═══ SOURCE MATERIAL ═══

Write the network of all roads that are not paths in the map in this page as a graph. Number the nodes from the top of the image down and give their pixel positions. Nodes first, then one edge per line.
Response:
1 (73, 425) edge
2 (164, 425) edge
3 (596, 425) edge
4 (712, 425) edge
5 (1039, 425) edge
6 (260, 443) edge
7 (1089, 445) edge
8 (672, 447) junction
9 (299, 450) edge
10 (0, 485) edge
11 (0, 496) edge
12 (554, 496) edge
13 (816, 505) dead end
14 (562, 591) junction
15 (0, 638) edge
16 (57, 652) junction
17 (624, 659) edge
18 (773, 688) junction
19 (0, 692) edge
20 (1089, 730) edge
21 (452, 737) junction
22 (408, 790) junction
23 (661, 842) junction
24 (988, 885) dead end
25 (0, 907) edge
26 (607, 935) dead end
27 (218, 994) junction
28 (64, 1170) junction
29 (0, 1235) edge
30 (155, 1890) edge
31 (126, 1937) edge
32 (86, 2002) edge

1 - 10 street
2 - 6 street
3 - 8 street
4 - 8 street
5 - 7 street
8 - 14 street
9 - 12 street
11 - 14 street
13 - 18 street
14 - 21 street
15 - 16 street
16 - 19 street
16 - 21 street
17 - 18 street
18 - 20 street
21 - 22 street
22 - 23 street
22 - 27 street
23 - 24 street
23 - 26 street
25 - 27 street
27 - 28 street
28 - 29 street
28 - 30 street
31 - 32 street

═══

Reply with the complete records, restated exactly.

Write the network of all roads that are not paths in the map in this page as a graph. Number the nodes from the top of the image down and give their pixel positions. Nodes first, then one edge per line.
Response:
1 (73, 425) edge
2 (164, 425) edge
3 (596, 425) edge
4 (712, 425) edge
5 (1039, 425) edge
6 (260, 443) edge
7 (1089, 445) edge
8 (672, 447) junction
9 (299, 450) edge
10 (0, 485) edge
11 (0, 496) edge
12 (554, 496) edge
13 (816, 505) dead end
14 (562, 591) junction
15 (0, 638) edge
16 (57, 652) junction
17 (624, 659) edge
18 (773, 688) junction
19 (0, 692) edge
20 (1089, 730) edge
21 (452, 737) junction
22 (408, 790) junction
23 (661, 842) junction
24 (988, 885) dead end
25 (0, 907) edge
26 (607, 935) dead end
27 (218, 994) junction
28 (64, 1170) junction
29 (0, 1235) edge
30 (155, 1890) edge
31 (126, 1937) edge
32 (86, 2002) edge

1 - 10 street
2 - 6 street
3 - 8 street
4 - 8 street
5 - 7 street
8 - 14 street
9 - 12 street
11 - 14 street
13 - 18 street
14 - 21 street
15 - 16 street
16 - 19 street
16 - 21 street
17 - 18 street
18 - 20 street
21 - 22 street
22 - 23 street
22 - 27 street
23 - 24 street
23 - 26 street
25 - 27 street
27 - 28 street
28 - 29 street
28 - 30 street
31 - 32 street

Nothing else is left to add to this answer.